Dollars From Diners May Save Greek Economy

WATERTOWN, Mass.  Spiro “Patsy” Theokratis has been the owner-operator of a railroad car diner in this near suburb of Boston for over forty years, but he can still remember the first dollar he made the day he opened his doors.  “Guy come in for a cup of coffee on his way to work at a rebuilt engine shop,” he recalls with a wistful smile.  “I gave him 90 cents change, and he left a nickel tip.”

That dollar still adorns the walls here as Theokratis followed the practice of other Greek diner owners, who traditionally keep the first dollar they make as a memento of their humble beginnings.  “I never been tempted to take it down,” he says, “not even when some high-roller comes in from Bingo Night at the Elks Lodge with a fifty.”


“Please, take it.  It’s more for decoration.”

But Theokratis is reconsidering his long-standing sentimental attachment as he watches economic turmoil in his native Greece spiral out of control.  “I use for decoration,” he says, his brow furrowed like a new-plowed field.  “My country, she can use to break the grip of ‘Fat Julie Andrews’ Andrea Merkel and her Eurobanker love poodles.”

Image result for angela merkel
“Really?  You think I look like Julie Andrews?  Thanks!”

And so Theokratis will join other Greek diner owners across America who have decided to come to the aid of their countrymen and send their first dollars to their homeland in order to stem the tide of insolvency that threatens to drown Greece in a sea of debt and a tsunami of overwrought nautical metaphors.

“We got to stick together,” says Constantinos “Mickey” Philopopolous, owner of the Broadway Diner eight blocks away.  “We all in this together, with our framed dollar bills and our goofy, apparently randomly-generated nicknames.”


Boyfriend taking picture of girlfriend’s sleep-induced eye crud at diner.

A Greek diner is a dining establishment, usually housed in a re-tooled railroad car.  It serves typical Greek dishes such as gyros, Greek salads and souvlaki, and American “greasy spoon” fare such as cheeseburger cheeseburger Pepsi Pepsi offered by the Olympia Diner.

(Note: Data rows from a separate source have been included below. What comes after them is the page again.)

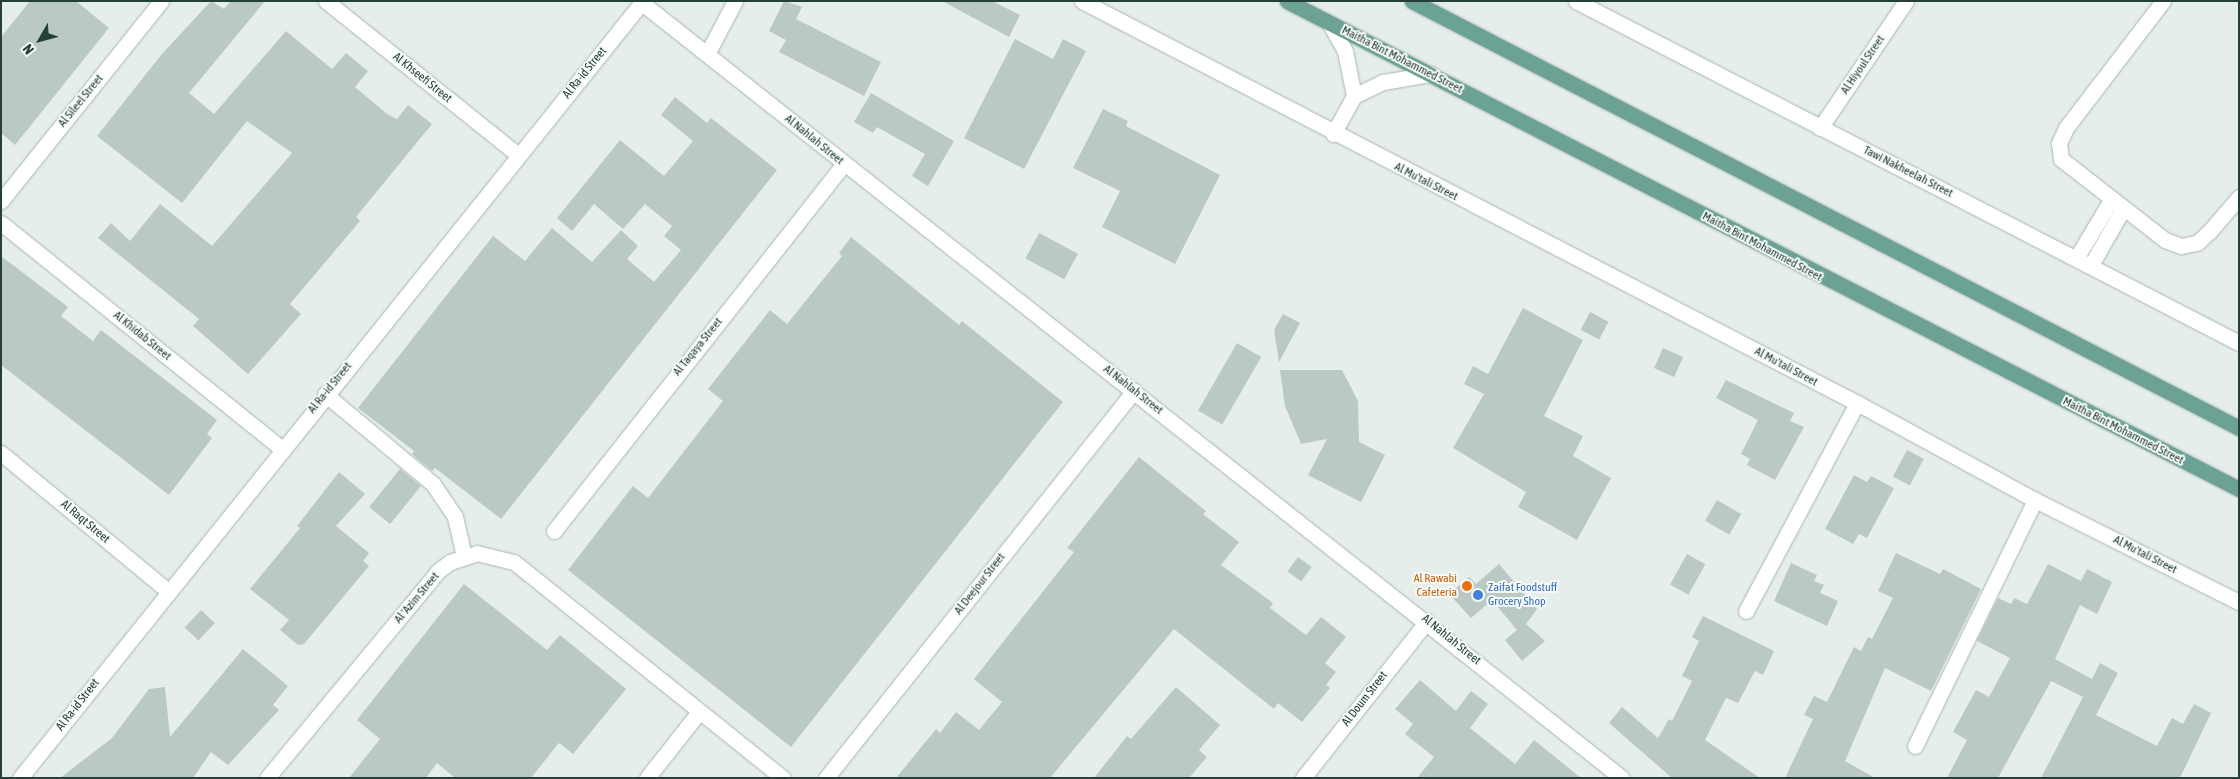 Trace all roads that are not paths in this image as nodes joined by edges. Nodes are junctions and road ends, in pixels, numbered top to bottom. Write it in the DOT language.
graph roads {
  1 [pos="161,1"];
  2 [pos="326,1"];
  3 [pos="735,1"];
  4 [pos="1082,1"];
  5 [pos="1287,1"];
  6 [pos="1412,1"];
  7 [pos="1576,1"];
  8 [pos="1906,1"];
  9 [pos="2163,1"];
  10 [pos="643,2"];
  11 [pos="1330,24"];
  12 [pos="707,54"];
  13 [pos="1431,74"];
  14 [pos="1354,96"];
  15 [pos="1820,128"];
  16 [pos="1333,134"];
  17 [pos="518,155"];
  18 [pos="844,164"];
  19 [pos="2239,197"];
  20 [pos="1,201"];
  21 [pos="2117,205"];
  22 [pos="1,223"];
  23 [pos="2077,257"];
  24 [pos="2091,265"];
  25 [pos="2239,343"];
  26 [pos="1134,391"];
  27 [pos="325,394"];
  28 [pos="1857,403"];
  29 [pos="2239,428"];
  30 [pos="282,449"];
  31 [pos="1,454"];
  32 [pos="2239,489"];
  33 [pos="2035,500"];
  34 [pos="554,531"];
  35 [pos="464,556"];
  36 [pos="168,591"];
  37 [pos="2239,602"];
  38 [pos="1746,611"];
  39 [pos="1427,621"];
  40 [pos="698,712"];
  41 [pos="1915,746"];
  42 [pos="20,778"];
  43 [pos="268,778"];
  44 [pos="648,778"];
  45 [pos="783,778"];
  46 [pos="826,778"];
  47 [pos="1303,778"];
  48 [pos="1622,778"];
  1 -- 20 [label="street, Al Sileel Street"];
  2 -- 17 [label="street, Al Khseefi Street"];
  3 -- 12 [label="street"];
  4 -- 16 [label="street, Al Mu'tali Street"];
  5 -- 11 [label="main road, Maitha Bint Mohammed Street"];
  6 -- 29 [label="main road"];
  7 -- 15 [label="street, Tawi Nakheelah Street"];
  8 -- 15 [label="street, Al Hiyoul Street"];
  9 -- 21 [label="street"];
  10 -- 12 [label="street, Al Nahlah Street"];
  10 -- 17 [label="street, Al Ra-id Street"];
  11 -- 13 [label="main road, Maitha Bint Mohammed Street"];
  11 -- 14 [label="street"];
  12 -- 18 [label="street, Al Nahlah Street"];
  13 -- 14 [label="street"];
  13 -- 32 [label="main road, Maitha Bint Mohammed Street"];
  14 -- 16 [label="street"];
  15 -- 23 [label="street, Tawi Nakheelah Street"];
  16 -- 28 [label="street, Al Mu'tali Street"];
  17 -- 27 [label="street, Al Ra-id Street"];
  18 -- 26 [label="street, Al Nahlah Street"];
  18 -- 34 [label="street, Al Taqaya Street"];
  19 -- 21 [label="street"];
  21 -- 23 [label="street"];
  21 -- 24 [label="street"];
  22 -- 30 [label="street, Al Khidab Street"];
  23 -- 24 [label="street, Tawi Nakheelah Street"];
  24 -- 25 [label="street, Tawi Nakheelah Street"];
  26 -- 39 [label="street, Al Nahlah Street"];
  26 -- 46 [label="street, Al Deejour Street"];
  27 -- 30 [label="street, Al Ra-id Street"];
  27 -- 35 [label="street"];
  28 -- 33 [label="street, Al Mu'tali Street"];
  28 -- 38 [label="street"];
  30 -- 36 [label="street, Al Ra-id Street"];
  31 -- 36 [label="street, Al Raqt Street"];
  33 -- 37 [label="street, Al Mu'tali Street"];
  33 -- 41 [label="street"];
  35 -- 40 [label="street, Al 'Azim Street"];
  35 -- 43 [label="street, Al 'Azim Street"];
  36 -- 42 [label="street, Al Ra-id Street"];
  39 -- 47 [label="street, Al Doum Street"];
  39 -- 48 [label="street, Al Nahlah Street"];
  40 -- 44 [label="street"];
  40 -- 45 [label="street, Al 'Azim Street"];
} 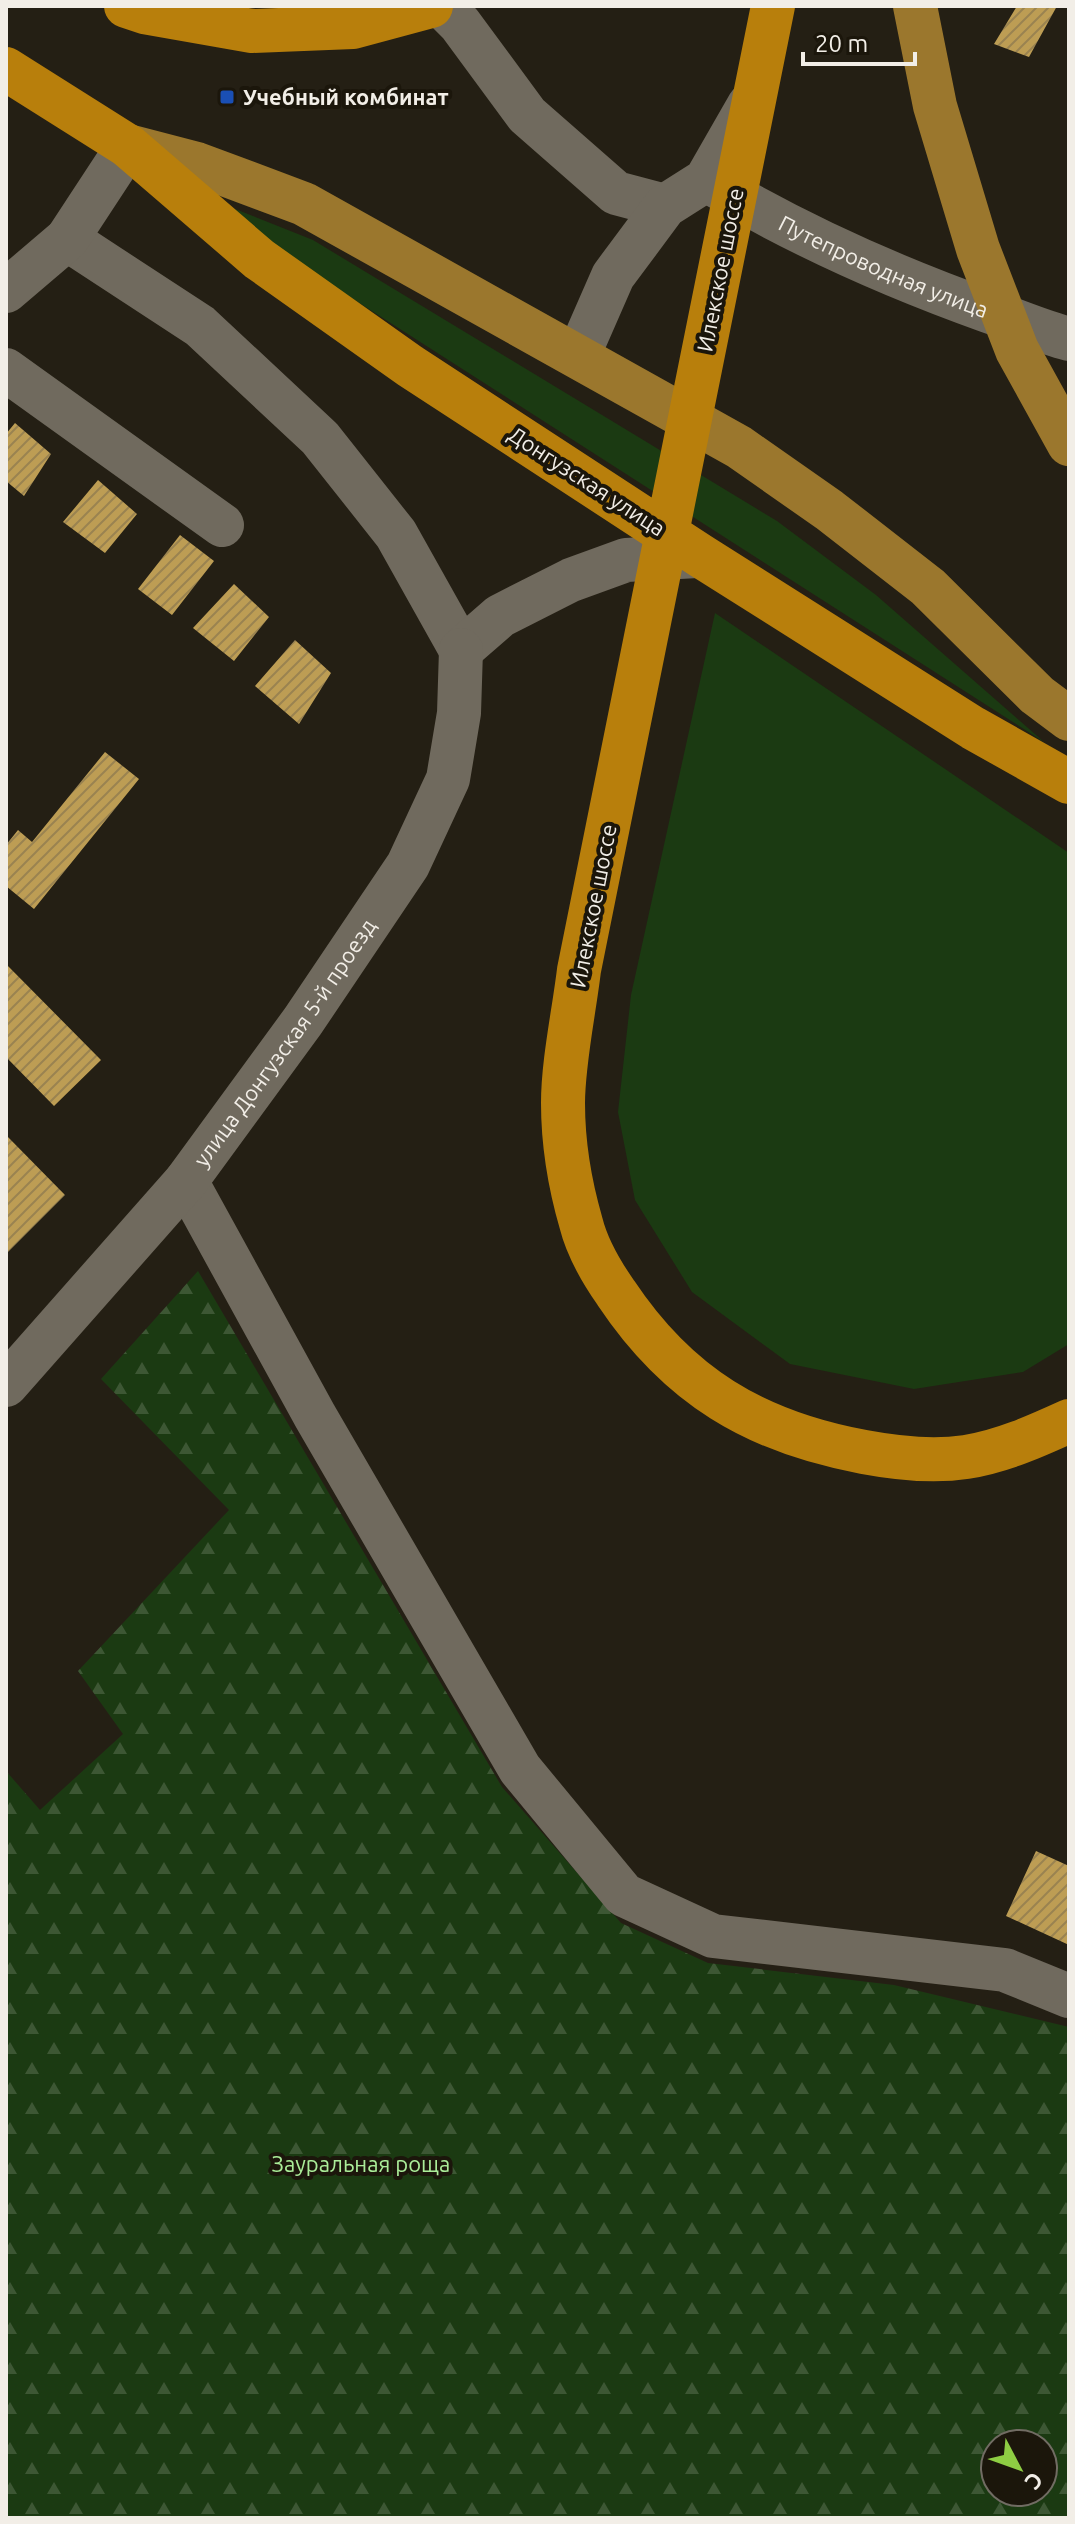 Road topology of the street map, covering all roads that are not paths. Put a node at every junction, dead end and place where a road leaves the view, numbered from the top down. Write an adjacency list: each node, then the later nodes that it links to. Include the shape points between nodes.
1 (126, 6): 2 (highway, via 252,31 353,27)
2 (431, 6)
3 (442, 6): 10 (street, via 527,115 616,193)
4 (773, 6): 24 (highway, Илекское шоссе, via 579,970 563,1103 569,1176 581,1227 636,1323 668,1359 712,1395 765,1424 821,1444 898,1458 966,1457 1025,1441)
5 (784, 6): 9 (street, via 771,68)
6 (915, 6): 16 (main road, via 935,106 978,249 1017,350)
7 (6, 69): 8 (highway, Донгузская улица)
8 (128, 146): 11 (street); 14 (main road, Донгузская улица, via 197,164 304,204); 18 (highway, Донгузская улица, via 259,259 410,366)
9 (706, 180): 10 (street); 13 (street, Путепроводная улица, via 762,214 931,291)
10 (665, 206): 14 (street, via 613,276)
11 (67, 239): 12 (street); 19 (street, via 200,326 320,438 396,534)
12 (6, 291)
13 (1069, 339)
14 (578, 356): 20 (main road, Донгузская улица, via 739,447 829,510 928,587 1037,695)
15 (6, 370): 17 (street)
16 (1069, 444)
17 (222, 525)
18 (701, 556): 19 (street, via 626,560 571,580 500,616); 21 (highway, Донгузская улица, via 973,728)
19 (461, 650): 22 (street, улица Донгузская 5-й проезд, via 459,713 448,779 408,865)
20 (1069, 719)
21 (1069, 782)
22 (186, 1181): 23 (street, улица Донгузская 5-й проезд); 25 (street, via 520,1769 624,1895 713,1936 1005,1970)
23 (6, 1385)
24 (1069, 1421)
25 (1069, 1996)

Olympia Diner, Pete Dionasopolis, proprietor

Economists say that while the voluntary initiative is laudable, it may be too little and too late to prevent Greece from withdrawing from the so-called “Eurozone,” where productivity is depressed by multiple “hello” and “goodbye” kisses.


“Okay, enough.  I’ve got to go be surly to American tourists.”

“Like most fiscal contagions, this one can be understood with the aid of a stupid joke,” says World Bank Vice President Robert Schoerzweiler.  “A Greek, a Spaniard and an Italian walk into a bar and drink all night–who pays the tab?” he asks.  When this reporter can’t come up with an answer, he supplies one: “The German.”